Ryan’s mom might get goose bumps when she says, “My son the MVP,” just as scores of Jewish moms are thrilled by the words “My son the doctor . . . the lawyer. . . the accountant.” But the times they are a-changin’. Anyone who’s picked up a newspaper lately (oh no, wait, sorry, they don’t exist anymore), we mean googled a blog, knows that with stingy insurance companies, tort limitations and Wall Street woes, those three classic career choices are no longer the sure thing they once were.
The Word Mavens have four children currently enrolled in institutions of higher learning. Our kids are each pursuing their eclectic interests with nary a medical dictionary, law tome or spreadsheet in sight.

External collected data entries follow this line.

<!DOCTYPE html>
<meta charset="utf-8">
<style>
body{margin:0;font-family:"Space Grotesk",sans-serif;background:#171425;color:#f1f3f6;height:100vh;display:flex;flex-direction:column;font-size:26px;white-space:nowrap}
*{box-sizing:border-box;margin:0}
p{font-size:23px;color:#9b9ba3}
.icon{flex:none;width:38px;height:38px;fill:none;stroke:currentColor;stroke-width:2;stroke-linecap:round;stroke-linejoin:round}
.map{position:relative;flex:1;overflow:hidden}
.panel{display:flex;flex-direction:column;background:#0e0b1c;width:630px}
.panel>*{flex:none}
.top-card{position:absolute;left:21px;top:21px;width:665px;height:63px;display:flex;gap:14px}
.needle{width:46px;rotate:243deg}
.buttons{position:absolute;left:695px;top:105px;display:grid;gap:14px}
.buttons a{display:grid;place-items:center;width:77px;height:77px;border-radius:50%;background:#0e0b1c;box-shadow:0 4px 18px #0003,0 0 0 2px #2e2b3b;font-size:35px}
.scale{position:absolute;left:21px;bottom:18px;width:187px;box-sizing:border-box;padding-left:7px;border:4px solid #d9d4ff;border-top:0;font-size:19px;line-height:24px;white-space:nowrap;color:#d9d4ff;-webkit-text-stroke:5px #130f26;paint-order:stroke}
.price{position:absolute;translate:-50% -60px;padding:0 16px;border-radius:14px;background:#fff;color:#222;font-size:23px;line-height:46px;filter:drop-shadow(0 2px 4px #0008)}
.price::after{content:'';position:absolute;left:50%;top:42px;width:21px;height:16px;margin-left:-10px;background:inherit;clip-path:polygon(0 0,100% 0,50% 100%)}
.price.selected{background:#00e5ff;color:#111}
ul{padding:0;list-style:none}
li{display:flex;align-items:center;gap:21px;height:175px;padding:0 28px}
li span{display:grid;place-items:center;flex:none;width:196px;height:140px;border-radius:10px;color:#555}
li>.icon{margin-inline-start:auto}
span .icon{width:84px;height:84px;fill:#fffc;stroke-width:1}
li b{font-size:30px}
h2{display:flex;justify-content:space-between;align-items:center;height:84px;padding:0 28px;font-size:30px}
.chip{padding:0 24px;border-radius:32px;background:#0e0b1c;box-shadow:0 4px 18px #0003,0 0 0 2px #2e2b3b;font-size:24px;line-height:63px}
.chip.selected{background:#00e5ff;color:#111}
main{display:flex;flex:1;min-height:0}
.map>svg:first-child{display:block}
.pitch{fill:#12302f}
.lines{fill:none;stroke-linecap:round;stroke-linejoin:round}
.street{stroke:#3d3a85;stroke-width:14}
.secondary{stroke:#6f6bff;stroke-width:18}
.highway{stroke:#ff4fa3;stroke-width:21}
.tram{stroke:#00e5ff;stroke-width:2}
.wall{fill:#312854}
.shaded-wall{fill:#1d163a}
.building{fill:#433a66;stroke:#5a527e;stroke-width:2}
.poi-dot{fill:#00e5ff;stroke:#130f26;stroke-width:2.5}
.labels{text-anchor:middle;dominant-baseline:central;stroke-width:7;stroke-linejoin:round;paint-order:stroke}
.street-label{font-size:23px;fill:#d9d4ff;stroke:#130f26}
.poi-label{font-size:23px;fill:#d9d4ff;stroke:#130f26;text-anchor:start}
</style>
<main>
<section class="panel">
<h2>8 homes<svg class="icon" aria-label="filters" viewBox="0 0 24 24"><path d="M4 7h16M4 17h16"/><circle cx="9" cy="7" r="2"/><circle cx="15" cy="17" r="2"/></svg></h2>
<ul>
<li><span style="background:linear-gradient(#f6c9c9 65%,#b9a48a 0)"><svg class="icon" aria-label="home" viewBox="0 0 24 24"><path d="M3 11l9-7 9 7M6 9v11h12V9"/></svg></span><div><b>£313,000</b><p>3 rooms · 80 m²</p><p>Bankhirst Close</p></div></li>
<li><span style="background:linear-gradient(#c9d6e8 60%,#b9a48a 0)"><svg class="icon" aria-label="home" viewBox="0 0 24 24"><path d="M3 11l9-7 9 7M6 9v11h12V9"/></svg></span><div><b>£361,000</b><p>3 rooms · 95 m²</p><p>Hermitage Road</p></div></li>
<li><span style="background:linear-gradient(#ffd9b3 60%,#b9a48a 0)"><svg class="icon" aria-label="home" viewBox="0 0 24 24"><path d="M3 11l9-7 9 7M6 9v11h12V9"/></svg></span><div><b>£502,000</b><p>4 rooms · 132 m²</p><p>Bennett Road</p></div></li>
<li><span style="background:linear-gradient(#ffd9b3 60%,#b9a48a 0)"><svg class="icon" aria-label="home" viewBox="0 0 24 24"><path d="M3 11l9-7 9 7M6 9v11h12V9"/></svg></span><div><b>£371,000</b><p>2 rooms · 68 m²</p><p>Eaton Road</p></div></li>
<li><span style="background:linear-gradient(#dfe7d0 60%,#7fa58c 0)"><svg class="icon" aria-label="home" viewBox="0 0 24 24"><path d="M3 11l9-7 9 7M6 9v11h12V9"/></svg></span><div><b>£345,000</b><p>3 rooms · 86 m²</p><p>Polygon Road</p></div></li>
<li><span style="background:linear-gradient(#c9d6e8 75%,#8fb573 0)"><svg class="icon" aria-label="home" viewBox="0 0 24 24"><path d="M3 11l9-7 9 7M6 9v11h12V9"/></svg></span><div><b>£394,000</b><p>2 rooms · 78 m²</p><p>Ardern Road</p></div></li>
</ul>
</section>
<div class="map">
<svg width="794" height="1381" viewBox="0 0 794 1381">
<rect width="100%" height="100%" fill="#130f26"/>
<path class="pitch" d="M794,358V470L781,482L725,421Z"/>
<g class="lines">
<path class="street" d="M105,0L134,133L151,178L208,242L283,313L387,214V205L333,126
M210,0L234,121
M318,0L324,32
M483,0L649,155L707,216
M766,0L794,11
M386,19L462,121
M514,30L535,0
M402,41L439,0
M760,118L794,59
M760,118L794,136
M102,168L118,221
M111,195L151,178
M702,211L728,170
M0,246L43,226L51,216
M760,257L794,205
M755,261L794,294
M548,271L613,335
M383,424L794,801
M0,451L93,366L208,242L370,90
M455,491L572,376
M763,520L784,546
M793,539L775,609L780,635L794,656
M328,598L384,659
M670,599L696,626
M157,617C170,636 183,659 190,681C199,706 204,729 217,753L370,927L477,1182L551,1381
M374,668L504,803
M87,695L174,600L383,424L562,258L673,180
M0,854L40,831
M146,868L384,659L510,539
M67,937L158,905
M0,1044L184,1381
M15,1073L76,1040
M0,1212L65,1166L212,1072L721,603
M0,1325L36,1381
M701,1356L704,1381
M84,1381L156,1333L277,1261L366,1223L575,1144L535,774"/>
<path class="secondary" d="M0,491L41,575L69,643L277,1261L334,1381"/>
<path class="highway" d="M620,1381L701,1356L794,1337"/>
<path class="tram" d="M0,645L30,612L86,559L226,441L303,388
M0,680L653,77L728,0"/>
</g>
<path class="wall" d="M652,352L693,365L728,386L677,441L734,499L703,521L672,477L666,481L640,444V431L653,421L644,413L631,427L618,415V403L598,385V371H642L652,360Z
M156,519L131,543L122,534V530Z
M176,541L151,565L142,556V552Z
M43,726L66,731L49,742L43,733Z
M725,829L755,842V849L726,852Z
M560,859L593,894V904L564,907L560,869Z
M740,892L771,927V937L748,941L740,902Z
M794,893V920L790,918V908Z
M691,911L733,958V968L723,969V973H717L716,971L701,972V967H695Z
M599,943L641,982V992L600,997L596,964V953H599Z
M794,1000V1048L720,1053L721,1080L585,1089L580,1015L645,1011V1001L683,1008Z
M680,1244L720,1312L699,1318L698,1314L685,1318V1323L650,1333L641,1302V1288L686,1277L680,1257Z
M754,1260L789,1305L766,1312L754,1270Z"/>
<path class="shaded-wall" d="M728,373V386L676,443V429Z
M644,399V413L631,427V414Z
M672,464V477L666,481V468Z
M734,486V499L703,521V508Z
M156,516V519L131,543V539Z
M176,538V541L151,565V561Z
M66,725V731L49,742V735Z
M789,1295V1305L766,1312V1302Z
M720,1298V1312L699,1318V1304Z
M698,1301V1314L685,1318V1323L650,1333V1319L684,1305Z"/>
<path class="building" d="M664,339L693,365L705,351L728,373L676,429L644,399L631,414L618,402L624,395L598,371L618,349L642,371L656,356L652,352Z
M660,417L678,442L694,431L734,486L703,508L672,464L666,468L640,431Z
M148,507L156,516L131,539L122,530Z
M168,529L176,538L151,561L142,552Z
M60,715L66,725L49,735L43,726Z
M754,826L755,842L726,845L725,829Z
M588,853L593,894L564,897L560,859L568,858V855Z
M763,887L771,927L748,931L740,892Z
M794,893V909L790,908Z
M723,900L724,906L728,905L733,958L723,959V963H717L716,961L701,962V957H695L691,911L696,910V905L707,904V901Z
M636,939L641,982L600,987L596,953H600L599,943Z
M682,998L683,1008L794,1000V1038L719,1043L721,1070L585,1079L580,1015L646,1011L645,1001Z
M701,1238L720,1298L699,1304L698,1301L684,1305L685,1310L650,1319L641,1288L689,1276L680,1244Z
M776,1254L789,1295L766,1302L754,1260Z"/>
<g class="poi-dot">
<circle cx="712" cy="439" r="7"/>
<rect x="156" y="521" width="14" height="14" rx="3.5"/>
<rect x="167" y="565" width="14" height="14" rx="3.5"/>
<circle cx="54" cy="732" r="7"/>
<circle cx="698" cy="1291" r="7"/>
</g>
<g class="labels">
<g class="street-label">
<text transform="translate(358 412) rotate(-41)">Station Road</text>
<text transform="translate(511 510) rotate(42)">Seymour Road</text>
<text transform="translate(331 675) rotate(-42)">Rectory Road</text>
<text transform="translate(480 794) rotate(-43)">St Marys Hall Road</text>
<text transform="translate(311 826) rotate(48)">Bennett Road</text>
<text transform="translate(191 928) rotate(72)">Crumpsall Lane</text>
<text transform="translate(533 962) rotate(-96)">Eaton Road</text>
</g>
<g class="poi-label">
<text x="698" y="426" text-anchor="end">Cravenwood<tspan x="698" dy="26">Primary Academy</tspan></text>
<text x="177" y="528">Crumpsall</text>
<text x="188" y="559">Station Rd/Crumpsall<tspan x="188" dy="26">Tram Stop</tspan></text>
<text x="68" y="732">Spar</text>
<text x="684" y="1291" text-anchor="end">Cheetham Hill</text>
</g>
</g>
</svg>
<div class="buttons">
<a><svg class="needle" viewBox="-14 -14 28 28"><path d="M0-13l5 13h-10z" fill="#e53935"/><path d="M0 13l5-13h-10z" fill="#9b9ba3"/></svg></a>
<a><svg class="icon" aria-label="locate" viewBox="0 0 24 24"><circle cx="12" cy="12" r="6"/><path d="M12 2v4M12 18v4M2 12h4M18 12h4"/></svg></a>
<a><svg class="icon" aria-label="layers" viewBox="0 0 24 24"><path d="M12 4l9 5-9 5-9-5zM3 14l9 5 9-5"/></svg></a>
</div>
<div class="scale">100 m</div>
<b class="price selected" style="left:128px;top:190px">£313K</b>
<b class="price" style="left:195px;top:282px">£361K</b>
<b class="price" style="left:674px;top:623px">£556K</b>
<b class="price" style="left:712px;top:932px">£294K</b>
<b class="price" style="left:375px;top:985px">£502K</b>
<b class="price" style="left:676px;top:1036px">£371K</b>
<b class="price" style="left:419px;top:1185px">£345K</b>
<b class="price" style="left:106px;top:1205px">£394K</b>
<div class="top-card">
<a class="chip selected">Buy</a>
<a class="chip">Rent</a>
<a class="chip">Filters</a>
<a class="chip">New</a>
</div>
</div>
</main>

But for those young adults who are still checking “undecided,” there are a slew of new degree options that we never dreamed of. Such as:
Turf management at Mississippi State University. The college says that this major will prepare you for a career as a golf course manager or a football field fixer upper. Though we don’t know the salary range, we do know that graduates have a 90 percent job placement rate (and a decent chance of bumping into Tiger Woods at the office).
Fishing Sciences and Management at Colorado State University. This could be the ideal career for a sushi lover, who will be able to make sure the supply is plentiful for Rainbow rolls.
Comedy Writing and Performance at Humber College, Canada. Perfect for the kid who was the class clown. We believe this was Groucho Marx’s major. Harpo’s was sociology.
Even with all these new-fangled careers, when we did a little research we found that an old standby still stands. When our parents nagged us to pay attention in algebra class, we should have listened because, according to the experts, math is where the money is.
A recent survey from the National Association of Colleges and Employers, which tracks college graduates’ job offers, found that the top 15 highest-earning college degrees all have one thing in common — math skills. “Math is at the crux of who gets paid,” said Ed Koc, director of research at NACE. “If you have those skills, you are an extremely valuable asset.”
Often, math skills add up to careers in engineering. The same study pointed out that petroleum engineering is the top earning degree of all. But do you really want to encourage your kid to work on an oil rig in the North Sea?
Better he should be a baseball player. You’ll know when he’s working nights, he’ll always wear a hat, and you’ll know who his friends are.